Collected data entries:
-- Opening Marker --
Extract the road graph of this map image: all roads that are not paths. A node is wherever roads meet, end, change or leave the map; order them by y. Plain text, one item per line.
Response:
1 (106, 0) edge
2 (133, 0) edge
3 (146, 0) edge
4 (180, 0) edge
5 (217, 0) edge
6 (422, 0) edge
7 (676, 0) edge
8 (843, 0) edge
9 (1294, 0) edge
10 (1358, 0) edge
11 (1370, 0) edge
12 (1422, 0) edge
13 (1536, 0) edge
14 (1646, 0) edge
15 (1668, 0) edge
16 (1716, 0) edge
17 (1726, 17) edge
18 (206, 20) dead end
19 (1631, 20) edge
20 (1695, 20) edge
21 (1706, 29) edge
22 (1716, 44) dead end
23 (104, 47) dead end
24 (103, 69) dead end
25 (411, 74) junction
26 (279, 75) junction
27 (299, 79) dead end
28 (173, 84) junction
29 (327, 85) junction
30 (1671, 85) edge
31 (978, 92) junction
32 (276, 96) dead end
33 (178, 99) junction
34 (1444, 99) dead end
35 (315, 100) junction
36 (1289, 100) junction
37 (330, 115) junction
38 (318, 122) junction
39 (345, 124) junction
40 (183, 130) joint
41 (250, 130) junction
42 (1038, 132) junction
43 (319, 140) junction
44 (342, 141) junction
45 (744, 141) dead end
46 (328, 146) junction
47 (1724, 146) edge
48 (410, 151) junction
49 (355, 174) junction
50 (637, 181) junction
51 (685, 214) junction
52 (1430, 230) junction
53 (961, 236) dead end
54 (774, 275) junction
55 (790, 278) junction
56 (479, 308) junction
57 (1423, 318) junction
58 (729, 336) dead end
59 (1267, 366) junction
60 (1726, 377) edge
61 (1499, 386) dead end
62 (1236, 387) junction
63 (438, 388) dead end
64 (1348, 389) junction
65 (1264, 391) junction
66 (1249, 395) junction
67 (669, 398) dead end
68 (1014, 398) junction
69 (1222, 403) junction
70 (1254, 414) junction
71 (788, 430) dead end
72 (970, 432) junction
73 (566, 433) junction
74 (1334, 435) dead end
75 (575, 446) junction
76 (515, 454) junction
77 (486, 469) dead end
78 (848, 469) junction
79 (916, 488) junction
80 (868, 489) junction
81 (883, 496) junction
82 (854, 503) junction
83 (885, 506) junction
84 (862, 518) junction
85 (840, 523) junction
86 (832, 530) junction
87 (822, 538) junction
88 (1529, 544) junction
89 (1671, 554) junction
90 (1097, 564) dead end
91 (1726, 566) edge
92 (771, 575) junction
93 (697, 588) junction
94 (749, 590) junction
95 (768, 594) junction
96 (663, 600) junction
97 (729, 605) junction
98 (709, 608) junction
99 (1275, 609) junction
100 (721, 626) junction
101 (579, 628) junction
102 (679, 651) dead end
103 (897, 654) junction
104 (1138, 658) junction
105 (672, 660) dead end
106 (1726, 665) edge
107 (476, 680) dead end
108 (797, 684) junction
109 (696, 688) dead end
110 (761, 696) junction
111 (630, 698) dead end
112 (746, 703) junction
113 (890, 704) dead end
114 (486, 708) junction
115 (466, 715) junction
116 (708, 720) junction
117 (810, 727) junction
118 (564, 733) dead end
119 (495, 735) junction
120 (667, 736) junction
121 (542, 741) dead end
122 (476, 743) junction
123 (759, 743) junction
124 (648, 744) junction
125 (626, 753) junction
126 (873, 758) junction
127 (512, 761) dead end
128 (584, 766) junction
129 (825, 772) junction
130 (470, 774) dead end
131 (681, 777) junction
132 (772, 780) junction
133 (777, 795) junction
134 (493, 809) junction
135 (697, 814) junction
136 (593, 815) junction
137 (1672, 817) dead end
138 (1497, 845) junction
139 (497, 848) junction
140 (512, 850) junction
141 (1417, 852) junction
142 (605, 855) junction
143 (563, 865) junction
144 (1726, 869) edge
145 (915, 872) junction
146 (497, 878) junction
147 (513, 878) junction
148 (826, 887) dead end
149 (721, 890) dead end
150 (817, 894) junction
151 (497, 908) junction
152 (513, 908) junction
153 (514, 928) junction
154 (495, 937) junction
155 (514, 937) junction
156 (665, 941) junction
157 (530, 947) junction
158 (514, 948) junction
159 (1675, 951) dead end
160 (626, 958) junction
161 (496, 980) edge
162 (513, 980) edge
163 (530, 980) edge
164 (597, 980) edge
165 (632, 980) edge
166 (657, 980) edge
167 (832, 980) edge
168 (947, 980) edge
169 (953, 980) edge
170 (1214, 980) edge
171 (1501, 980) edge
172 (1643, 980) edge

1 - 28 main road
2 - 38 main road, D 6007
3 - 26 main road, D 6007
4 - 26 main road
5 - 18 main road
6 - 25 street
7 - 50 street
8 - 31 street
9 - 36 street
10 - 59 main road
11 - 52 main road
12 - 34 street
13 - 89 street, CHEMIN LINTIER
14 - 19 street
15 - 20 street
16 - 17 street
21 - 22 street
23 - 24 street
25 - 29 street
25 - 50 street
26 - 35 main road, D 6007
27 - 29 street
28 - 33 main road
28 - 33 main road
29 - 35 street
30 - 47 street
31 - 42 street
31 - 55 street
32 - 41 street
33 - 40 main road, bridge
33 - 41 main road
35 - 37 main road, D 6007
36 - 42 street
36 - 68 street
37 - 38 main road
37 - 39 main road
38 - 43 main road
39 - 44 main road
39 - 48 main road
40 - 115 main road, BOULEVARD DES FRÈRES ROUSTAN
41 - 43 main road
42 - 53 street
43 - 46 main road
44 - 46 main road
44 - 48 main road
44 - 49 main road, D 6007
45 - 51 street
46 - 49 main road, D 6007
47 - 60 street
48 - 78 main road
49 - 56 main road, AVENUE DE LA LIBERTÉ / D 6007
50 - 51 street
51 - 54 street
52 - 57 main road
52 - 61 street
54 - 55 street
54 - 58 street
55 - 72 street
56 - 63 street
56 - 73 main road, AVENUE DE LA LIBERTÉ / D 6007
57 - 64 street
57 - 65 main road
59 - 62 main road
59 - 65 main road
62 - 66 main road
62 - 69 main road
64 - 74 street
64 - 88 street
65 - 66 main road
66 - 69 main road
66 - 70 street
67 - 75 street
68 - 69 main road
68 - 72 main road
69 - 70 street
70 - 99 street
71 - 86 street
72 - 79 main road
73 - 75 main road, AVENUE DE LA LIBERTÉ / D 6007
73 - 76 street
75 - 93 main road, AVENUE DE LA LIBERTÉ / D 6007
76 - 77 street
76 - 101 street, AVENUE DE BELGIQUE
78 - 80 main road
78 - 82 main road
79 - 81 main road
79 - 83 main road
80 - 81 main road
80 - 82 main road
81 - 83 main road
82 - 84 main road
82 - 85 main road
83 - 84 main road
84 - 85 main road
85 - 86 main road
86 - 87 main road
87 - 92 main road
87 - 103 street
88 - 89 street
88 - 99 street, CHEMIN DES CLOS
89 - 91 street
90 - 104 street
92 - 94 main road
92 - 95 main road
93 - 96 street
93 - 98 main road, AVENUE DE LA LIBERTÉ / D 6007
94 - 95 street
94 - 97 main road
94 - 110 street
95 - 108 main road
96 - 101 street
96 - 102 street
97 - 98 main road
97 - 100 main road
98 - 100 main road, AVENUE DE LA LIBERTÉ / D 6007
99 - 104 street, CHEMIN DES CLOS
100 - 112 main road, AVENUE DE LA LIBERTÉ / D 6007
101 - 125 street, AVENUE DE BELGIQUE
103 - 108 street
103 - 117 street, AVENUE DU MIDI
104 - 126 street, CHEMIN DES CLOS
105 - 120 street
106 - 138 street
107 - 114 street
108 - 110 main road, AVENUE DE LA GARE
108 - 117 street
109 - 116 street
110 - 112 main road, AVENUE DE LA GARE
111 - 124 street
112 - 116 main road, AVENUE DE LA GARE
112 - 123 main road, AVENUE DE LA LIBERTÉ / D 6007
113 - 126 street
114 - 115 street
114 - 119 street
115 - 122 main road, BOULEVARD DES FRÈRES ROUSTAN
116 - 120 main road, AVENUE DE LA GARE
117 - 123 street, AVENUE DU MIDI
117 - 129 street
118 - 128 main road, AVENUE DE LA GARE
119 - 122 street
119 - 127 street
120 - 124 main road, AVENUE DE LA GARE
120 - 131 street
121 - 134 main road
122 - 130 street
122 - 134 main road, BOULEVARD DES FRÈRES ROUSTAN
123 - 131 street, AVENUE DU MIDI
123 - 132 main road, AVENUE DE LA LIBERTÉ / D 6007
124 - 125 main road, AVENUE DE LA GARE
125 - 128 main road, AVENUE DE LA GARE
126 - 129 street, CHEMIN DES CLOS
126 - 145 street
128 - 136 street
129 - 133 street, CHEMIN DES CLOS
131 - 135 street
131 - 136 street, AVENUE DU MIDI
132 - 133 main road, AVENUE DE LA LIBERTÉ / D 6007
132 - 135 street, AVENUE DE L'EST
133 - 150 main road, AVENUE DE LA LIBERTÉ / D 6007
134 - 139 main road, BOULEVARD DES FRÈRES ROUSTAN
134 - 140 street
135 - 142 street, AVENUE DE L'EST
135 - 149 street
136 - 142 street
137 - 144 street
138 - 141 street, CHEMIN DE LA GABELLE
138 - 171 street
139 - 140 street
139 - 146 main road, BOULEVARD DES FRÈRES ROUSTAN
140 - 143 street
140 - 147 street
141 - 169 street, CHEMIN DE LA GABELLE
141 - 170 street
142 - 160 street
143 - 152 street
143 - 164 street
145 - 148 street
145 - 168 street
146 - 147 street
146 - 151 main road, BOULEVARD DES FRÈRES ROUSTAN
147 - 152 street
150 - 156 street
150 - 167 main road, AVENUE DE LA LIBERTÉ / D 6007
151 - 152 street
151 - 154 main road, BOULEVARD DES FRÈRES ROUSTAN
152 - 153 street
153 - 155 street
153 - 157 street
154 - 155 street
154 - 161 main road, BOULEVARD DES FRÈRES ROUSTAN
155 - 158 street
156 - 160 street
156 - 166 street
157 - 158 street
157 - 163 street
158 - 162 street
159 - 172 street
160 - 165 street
-- Closing Marker --
■ Aim of the exercise ■
Search the entries for the word "BELGIQUE". Copy every line where it occurs.

■ Exercise result ■
76 - 101 street, AVENUE DE BELGIQUE
101 - 125 street, AVENUE DE BELGIQUE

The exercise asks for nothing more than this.